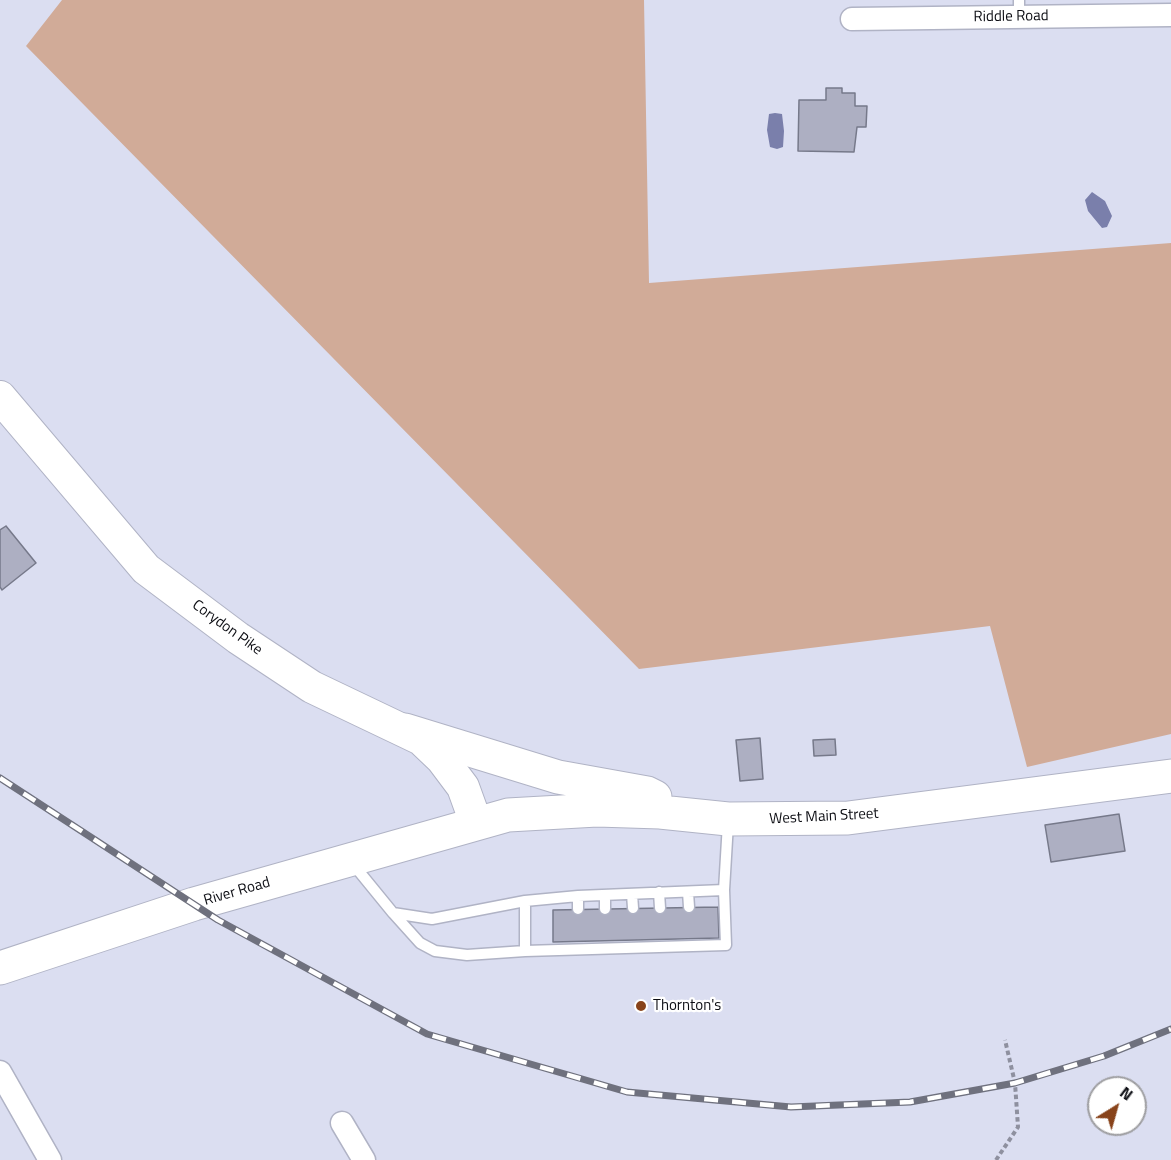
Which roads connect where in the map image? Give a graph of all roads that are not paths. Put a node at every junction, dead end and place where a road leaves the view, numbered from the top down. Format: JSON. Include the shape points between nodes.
{"nodes":[{"id":1,"x":1019,"y":8,"type":"edge"},
{"id":2,"x":1171,"y":15,"type":"edge"},
{"id":3,"x":852,"y":20,"type":"dead end"},
{"id":4,"x":0,"y":397,"type":"edge"},
{"id":5,"x":405,"y":730,"type":"junction"},
{"id":6,"x":1171,"y":776,"type":"edge"},
{"id":7,"x":689,"y":815,"type":"junction"},
{"id":8,"x":728,"y":819,"type":"junction"},
{"id":9,"x":476,"y":823,"type":"junction"},
{"id":10,"x":349,"y":860,"type":"junction"},
{"id":11,"x":724,"y":890,"type":"junction"},
{"id":12,"x":659,"y":892,"type":"junction"},
{"id":13,"x":688,"y":892,"type":"junction"},
{"id":14,"x":632,"y":894,"type":"junction"},
{"id":15,"x":605,"y":895,"type":"junction"},
{"id":16,"x":578,"y":896,"type":"junction"},
{"id":17,"x":525,"y":901,"type":"junction"},
{"id":18,"x":689,"y":907,"type":"dead end"},
{"id":19,"x":633,"y":908,"type":"dead end"},
{"id":20,"x":660,"y":908,"type":"dead end"},
{"id":21,"x":578,"y":909,"type":"dead end"},
{"id":22,"x":605,"y":909,"type":"dead end"},
{"id":23,"x":393,"y":913,"type":"junction"},
{"id":24,"x":525,"y":951,"type":"junction"},
{"id":25,"x":0,"y":968,"type":"edge"},
{"id":26,"x":0,"y":1072,"type":"edge"},
{"id":27,"x":342,"y":1123,"type":"dead end"},
{"id":28,"x":50,"y":1160,"type":"edge"},
{"id":29,"x":364,"y":1160,"type":"edge"}],
"edges":[{"from":1,"to":2,"type":"street","name":"Riddle Road"},
{"from":1,"to":3,"type":"street","name":"Riddle Road"},
{"from":4,"to":5,"type":"main road","name":"Corydon Pike","via":[[146,569],[312,687]]},
{"from":5,"to":7,"type":"main road","via":[[558,777],[647,793]]},
{"from":5,"to":9,"type":"main road","name":"Corydon Pike","via":[[422,739],[453,772]]},
{"from":6,"to":8,"type":"main road","name":"West Main Street","via":[[848,818]]},
{"from":7,"to":8,"type":"main road","name":"West Main Street"},
{"from":7,"to":9,"type":"main road","name":"West Main Street","via":[[597,810],[508,815]]},
{"from":8,"to":11,"type":"lane"},
{"from":9,"to":10,"type":"main road","name":"River Road"},
{"from":10,"to":23,"type":"lane"},
{"from":10,"to":25,"type":"main road","name":"River Road","via":[[194,904]]},
{"from":11,"to":13,"type":"lane"},
{"from":11,"to":24,"type":"lane","via":[[726,945],[633,943]]},
{"from":12,"to":13,"type":"lane"},
{"from":12,"to":14,"type":"lane"},
{"from":12,"to":20,"type":"lane"},
{"from":13,"to":18,"type":"lane"},
{"from":14,"to":15,"type":"lane"},
{"from":14,"to":19,"type":"lane"},
{"from":15,"to":16,"type":"lane"},
{"from":15,"to":22,"type":"lane"},
{"from":16,"to":17,"type":"lane"},
{"from":16,"to":21,"type":"lane"},
{"from":17,"to":23,"type":"lane","via":[[432,919]]},
{"from":17,"to":24,"type":"lane"},
{"from":23,"to":24,"type":"lane","via":[[420,943],[435,951],[467,955]]},
{"from":26,"to":28,"type":"street"},
{"from":27,"to":29,"type":"street"}]}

## WHAT TO DO:
Give the entries again word for word, but skip the pictures.

## EXPECTED ANSWER:
Which roads connect where in the map image? Give a graph of all roads that are not paths. Put a node at every junction, dead end and place where a road leaves the view, numbered from the top down. Format: JSON. Include the shape points between nodes.
{"nodes":[{"id":1,"x":1019,"y":8,"type":"edge"},
{"id":2,"x":1171,"y":15,"type":"edge"},
{"id":3,"x":852,"y":20,"type":"dead end"},
{"id":4,"x":0,"y":397,"type":"edge"},
{"id":5,"x":405,"y":730,"type":"junction"},
{"id":6,"x":1171,"y":776,"type":"edge"},
{"id":7,"x":689,"y":815,"type":"junction"},
{"id":8,"x":728,"y":819,"type":"junction"},
{"id":9,"x":476,"y":823,"type":"junction"},
{"id":10,"x":349,"y":860,"type":"junction"},
{"id":11,"x":724,"y":890,"type":"junction"},
{"id":12,"x":659,"y":892,"type":"junction"},
{"id":13,"x":688,"y":892,"type":"junction"},
{"id":14,"x":632,"y":894,"type":"junction"},
{"id":15,"x":605,"y":895,"type":"junction"},
{"id":16,"x":578,"y":896,"type":"junction"},
{"id":17,"x":525,"y":901,"type":"junction"},
{"id":18,"x":689,"y":907,"type":"dead end"},
{"id":19,"x":633,"y":908,"type":"dead end"},
{"id":20,"x":660,"y":908,"type":"dead end"},
{"id":21,"x":578,"y":909,"type":"dead end"},
{"id":22,"x":605,"y":909,"type":"dead end"},
{"id":23,"x":393,"y":913,"type":"junction"},
{"id":24,"x":525,"y":951,"type":"junction"},
{"id":25,"x":0,"y":968,"type":"edge"},
{"id":26,"x":0,"y":1072,"type":"edge"},
{"id":27,"x":342,"y":1123,"type":"dead end"},
{"id":28,"x":50,"y":1160,"type":"edge"},
{"id":29,"x":364,"y":1160,"type":"edge"}],
"edges":[{"from":1,"to":2,"type":"street","name":"Riddle Road"},
{"from":1,"to":3,"type":"street","name":"Riddle Road"},
{"from":4,"to":5,"type":"main road","name":"Corydon Pike","via":[[146,569],[312,687]]},
{"from":5,"to":7,"type":"main road","via":[[558,777],[647,793]]},
{"from":5,"to":9,"type":"main road","name":"Corydon Pike","via":[[422,739],[453,772]]},
{"from":6,"to":8,"type":"main road","name":"West Main Street","via":[[848,818]]},
{"from":7,"to":8,"type":"main road","name":"West Main Street"},
{"from":7,"to":9,"type":"main road","name":"West Main Street","via":[[597,810],[508,815]]},
{"from":8,"to":11,"type":"lane"},
{"from":9,"to":10,"type":"main road","name":"River Road"},
{"from":10,"to":23,"type":"lane"},
{"from":10,"to":25,"type":"main road","name":"River Road","via":[[194,904]]},
{"from":11,"to":13,"type":"lane"},
{"from":11,"to":24,"type":"lane","via":[[726,945],[633,943]]},
{"from":12,"to":13,"type":"lane"},
{"from":12,"to":14,"type":"lane"},
{"from":12,"to":20,"type":"lane"},
{"from":13,"to":18,"type":"lane"},
{"from":14,"to":15,"type":"lane"},
{"from":14,"to":19,"type":"lane"},
{"from":15,"to":16,"type":"lane"},
{"from":15,"to":22,"type":"lane"},
{"from":16,"to":17,"type":"lane"},
{"from":16,"to":21,"type":"lane"},
{"from":17,"to":23,"type":"lane","via":[[432,919]]},
{"from":17,"to":24,"type":"lane"},
{"from":23,"to":24,"type":"lane","via":[[420,943],[435,951],[467,955]]},
{"from":26,"to":28,"type":"street"},
{"from":27,"to":29,"type":"street"}]}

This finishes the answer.